Das Kinderbuch „Farben lernen mit dem Blätterdieb“ ist ein Pappbilderbuch für Kinder ab 2 Jahren aus der beliebten Reihe um das Eichhörnchen, den Blätterdieb und seine Freundin Vogel.
Meinem Kind hat das Buch sehr viel Spaß gemacht, die großen Klappen laden zum entdecken und erkunden ein. Leider sind diese teilweise etwas schwer zu öffnen, was aber sicherlich daran liegt, dass das Buch neu ist. Dafür bleiben sie nach dem Zurückdrücken aber auch wieder geschlossen. Auch erfordert das Öffnen der Klappen etwas Feinmotorik für die Kinder, da die Laschen zum Öffnen relativ klein sind. Insgesamt gefällt mir die Qualität des Buches aber sehr gut, die Farben sind sehr intensiv gedruckt und die Seiten dick und stabil für neugierige Kinderhände.
Schön finde ich auch, dass die Illustrationen sehr klar und auf das Wesentliche beschränkt sind, so dass die Kinder nicht vom eigentlichen Ziel, dem Farben lernen, abgelenkt werden. Die Tiere sind gut zu erkennen und ich mag es, dass sie klar benannt werden und keine Phantasienamen haben.
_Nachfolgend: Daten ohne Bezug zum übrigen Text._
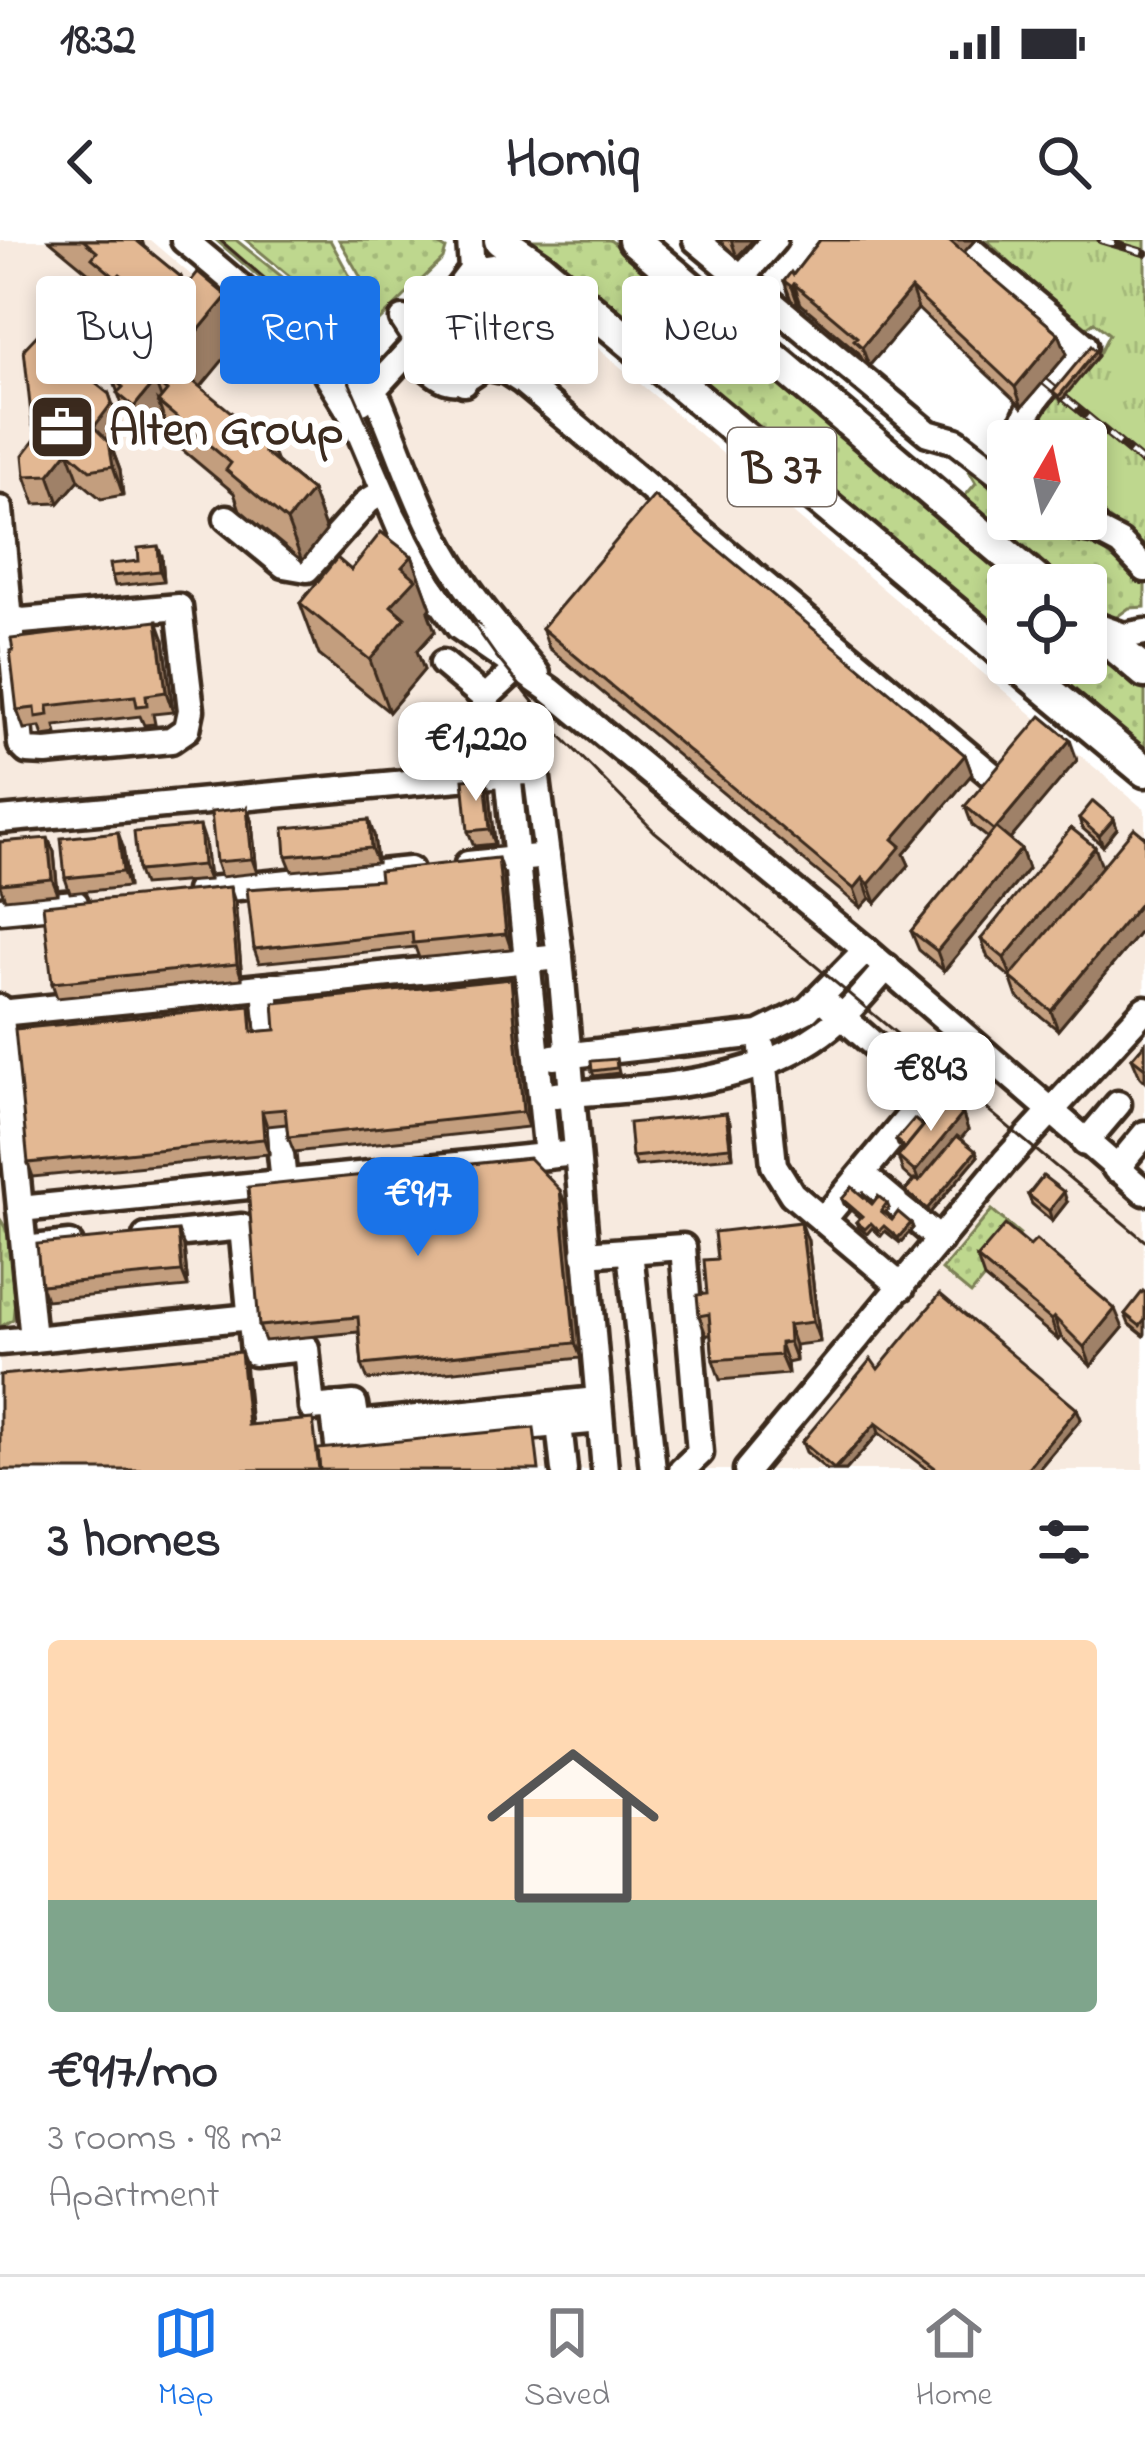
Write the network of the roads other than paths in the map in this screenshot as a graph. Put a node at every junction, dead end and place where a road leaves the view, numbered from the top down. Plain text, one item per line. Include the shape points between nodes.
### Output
1 (184, 240) edge
2 (470, 240) edge
3 (500, 240) edge
4 (634, 240) edge
5 (696, 240) edge
6 (774, 240) edge
7 (971, 251) dead end
8 (533, 262) junction
9 (472, 270) junction
10 (228, 276) edge
11 (468, 276) edge
12 (739, 276) edge
13 (743, 276) edge
14 (780, 310) edge
15 (404, 361) edge
16 (332, 384) edge
17 (365, 384) edge
18 (525, 384) edge
19 (371, 390) junction
20 (1023, 420) edge
21 (354, 421) junction
22 (987, 465) edge
23 (384, 507) junction
24 (0, 509) edge
25 (226, 518) dead end
26 (1106, 540) edge
27 (1017, 564) edge
28 (1140, 565) edge
29 (487, 615) junction
30 (12, 618) junction
31 (459, 627) junction
32 (1107, 630) edge
33 (1145, 632) edge
34 (987, 640) edge
35 (1107, 640) edge
36 (442, 663) dead end
37 (518, 663) junction
38 (1145, 673) edge
39 (1040, 684) edge
40 (1145, 771) edge
41 (508, 773) junction
42 (994, 777) edge
43 (0, 820) edge
44 (547, 856) junction
45 (517, 859) junction
46 (164, 894) edge
47 (94, 901) edge
48 (0, 910) edge
49 (866, 950) junction
50 (560, 957) junction
51 (527, 961) junction
52 (887, 967) junction
53 (265, 987) junction
54 (822, 998) junction
55 (1145, 1010) edge
56 (0, 1011) edge
57 (842, 1017) junction
58 (759, 1034) junction
59 (270, 1046) edge
60 (653, 1048) junction
61 (568, 1055) junction
62 (530, 1059) junction
63 (766, 1063) junction
64 (657, 1087) junction
65 (571, 1094) junction
66 (541, 1096) junction
67 (1118, 1104) dead end
68 (1052, 1111) junction
69 (278, 1125) edge
70 (1145, 1134) edge
71 (1085, 1143) junction
72 (576, 1153) junction
73 (547, 1156) junction
74 (1117, 1168) junction
75 (862, 1174) junction
76 (284, 1182) junction
77 (1145, 1192) edge
78 (13, 1195) edge
79 (823, 1220) junction
80 (129, 1238) edge
81 (940, 1240) junction
82 (87, 1243) edge
83 (24, 1249) junction
84 (630, 1251) junction
85 (584, 1254) junction
86 (902, 1287) junction
87 (251, 1317) junction
88 (33, 1339) junction
89 (0, 1342) edge
90 (334, 1406) junction
91 (598, 1410) junction
92 (559, 1424) junction
93 (352, 1444) junction
94 (355, 1470) edge
95 (564, 1470) edge
96 (605, 1470) edge
97 (652, 1470) edge
98 (682, 1470) edge
99 (747, 1470) edge

1 - 10 street
2 - 9 street
3 - 8 main road, B 37
4 - 27 main road, B 37
5 - 12 street
6 - 13 street
7 - 20 street via 1084,346
8 - 9 street
8 - 34 main road, B 37
9 - 11 street
14 - 22 street via 928,433 956,441
15 - 19 street
16 - 21 street
17 - 19 street
18 - 42 street
19 - 21 street
19 - 29 street via 435,534
21 - 23 street
23 - 25 street via 368,501 307,569 284,565
23 - 31 street
24 - 30 street
26 - 28 street
29 - 31 street via 477,628
29 - 37 street
30 - 30 street via 179,607 187,730 171,740 28,751 17,735
31 - 37 street
32 - 33 street
35 - 38 main road
36 - 37 street via 485,698
37 - 49 street
39 - 40 main road
41 - 43 street
41 - 44 street via 536,771
41 - 45 street
44 - 45 street
44 - 50 street
45 - 46 street
45 - 51 street
47 - 48 street
49 - 52 street
49 - 54 street
50 - 51 street
50 - 61 street
51 - 53 street
51 - 62 street
52 - 57 street
52 - 68 street
53 - 56 street
53 - 59 street
54 - 57 street
54 - 58 street
55 - 68 street
56 - 78 street via 19,1113
57 - 63 street
57 - 75 street via 929,1093
58 - 60 street
58 - 63 street
60 - 61 street
60 - 64 street
61 - 62 street
61 - 65 street
62 - 66 street
63 - 64 street
63 - 79 street via 774,1165
64 - 65 street
65 - 66 street
65 - 72 street
66 - 73 street
67 - 71 street
68 - 71 street
68 - 81 street
69 - 76 street
70 - 74 street
71 - 74 street
72 - 73 street
72 - 85 street
73 - 76 street
74 - 77 street
75 - 79 street
75 - 81 street
76 - 78 street
78 - 83 street
79 - 86 street
80 - 87 street via 242,1227
81 - 86 street
82 - 83 street
83 - 88 street
84 - 85 street
84 - 97 street
84 - 98 street via 683,1246 700,1453
85 - 91 street
86 - 99 street
87 - 88 street
87 - 90 street via 254,1353 306,1348 313,1408
88 - 89 street
90 - 91 street via 354,1404 357,1424 460,1412
90 - 93 street via 338,1445
91 - 92 street
91 - 96 street
92 - 93 street
92 - 95 street
93 - 94 street

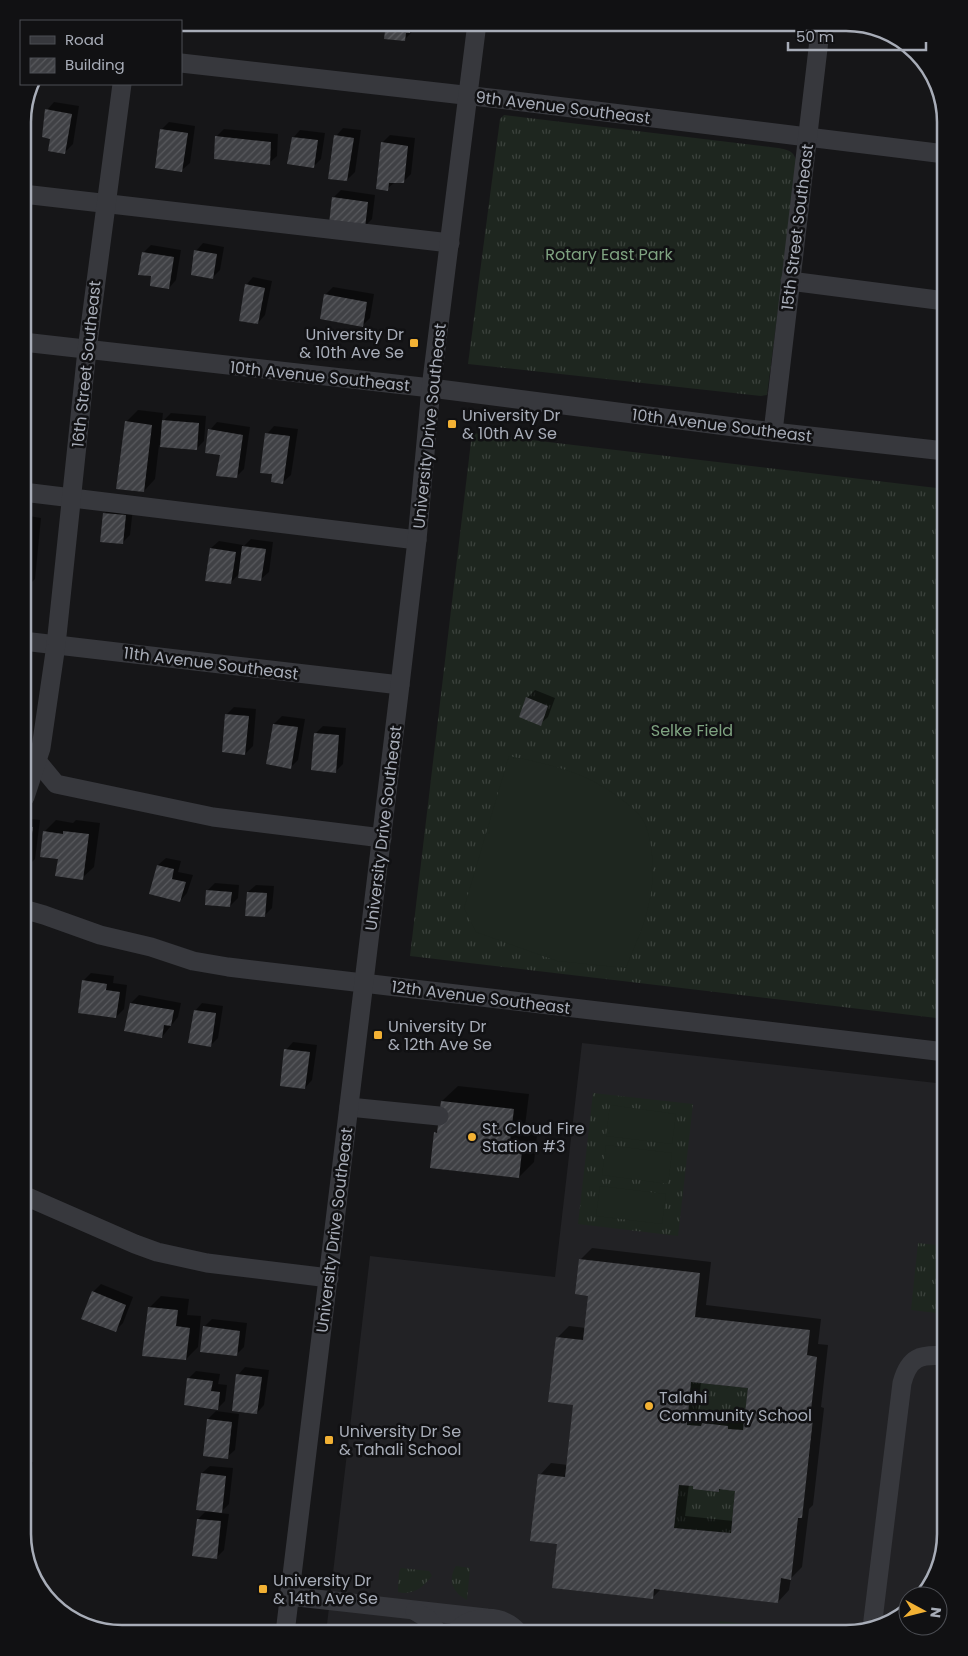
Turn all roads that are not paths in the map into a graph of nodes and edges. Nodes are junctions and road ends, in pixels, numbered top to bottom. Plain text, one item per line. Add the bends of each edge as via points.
1 (476, 31) edge
2 (820, 31) edge
3 (182, 63) edge
4 (122, 85) edge
5 (468, 96) junction
6 (807, 138) junction
7 (937, 153) edge
8 (31, 195) edge
9 (105, 204) junction
10 (450, 243) junction
11 (790, 281) junction
12 (937, 300) edge
13 (31, 343) edge
14 (87, 350) junction
15 (431, 388) junction
16 (773, 432) junction
17 (937, 450) edge
18 (31, 493) edge
19 (71, 498) junction
20 (417, 540) junction
21 (31, 642) edge
22 (56, 645) junction
23 (400, 684) junction
24 (31, 760) edge
25 (31, 762) edge
26 (382, 838) junction
27 (31, 911) edge
28 (364, 983) junction
29 (937, 1051) edge
30 (349, 1107) junction
31 (439, 1116) dead end
32 (31, 1199) edge
33 (329, 1278) junction
34 (937, 1355) edge
35 (290, 1596) junction
36 (415, 1611) junction
37 (486, 1618) junction
38 (873, 1621) edge
39 (286, 1625) edge
40 (432, 1625) edge
41 (463, 1625) edge
42 (509, 1625) edge

1 - 5 street, University Drive Southeast
2 - 6 street, 15th Street Southeast
3 - 5 street, 9th Avenue Southeast
4 - 9 street, 16th Street Southeast
5 - 6 street, 9th Avenue Southeast
5 - 10 street, University Drive Southeast
6 - 7 street, 9th Avenue Southeast
6 - 11 street, 15th Street Southeast
8 - 9 street
9 - 10 street
9 - 14 street, 16th Street Southeast
10 - 15 street, University Drive Southeast
11 - 12 street
11 - 16 street, 15th Street Southeast
13 - 14 street, 10th Avenue Southeast
14 - 15 street, 10th Avenue Southeast
14 - 19 street, 16th Street Southeast
15 - 16 street, 10th Avenue Southeast
15 - 20 street, University Drive Southeast
16 - 17 street, 10th Avenue Southeast
18 - 19 street
19 - 20 street
19 - 22 street, 16th Street Southeast
20 - 23 street, University Drive Southeast
21 - 22 street, 11th Avenue Southeast
22 - 23 street, 11th Avenue Southeast
22 - 24 street, 16th Street Southeast via 41,748
23 - 26 street, University Drive Southeast
25 - 26 street via 56,784 213,817
26 - 28 street, University Drive Southeast
27 - 28 street, 12th Avenue Southeast via 193,961
28 - 29 street, 12th Avenue Southeast
28 - 30 street, University Drive Southeast
30 - 31 street
30 - 33 street, University Drive Southeast
32 - 33 street via 158,1252 208,1263
33 - 35 street, University Drive Southeast
34 - 38 street via 917,1358 906,1368 902,1383
35 - 36 street
35 - 39 street, University Drive Southeast
36 - 37 street
36 - 40 street
37 - 41 street
37 - 42 street

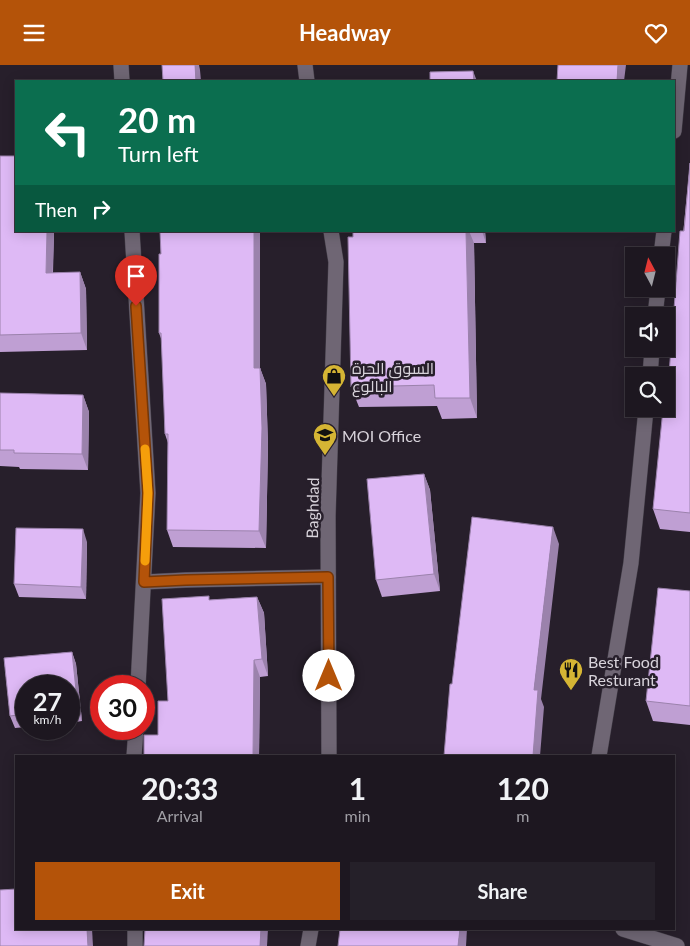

Super finde ich außerdem die klare Struktur des Buches: Der Text ist kurz und bündig, die Fragestellung gleich und somit klar zu erkennen. Die Ideen, wie die verschiedenen Farben eingeführt werden, fand ich kreativ und abwechslungsreich. Hierbei sind alle wichtigen Farben – inklusive „besonderer“ Farben wie pink oder lila – aufgeführt. Etwas schwierig finde ich die Seite mit den Blättern, da rot, gelb und orange gleichzeitig genannt werden und gerade rot und orange sich nur um kleine Farbnuancen unterscheiden.
Insgesamt ist „Farben lernen mit dem Blätterdieb“ ein tolles, hochwertiges Pappbilderbuch, dass meinem Kind und mir viel Spaß beim Lesen und Farben zuordnen bereitet hat.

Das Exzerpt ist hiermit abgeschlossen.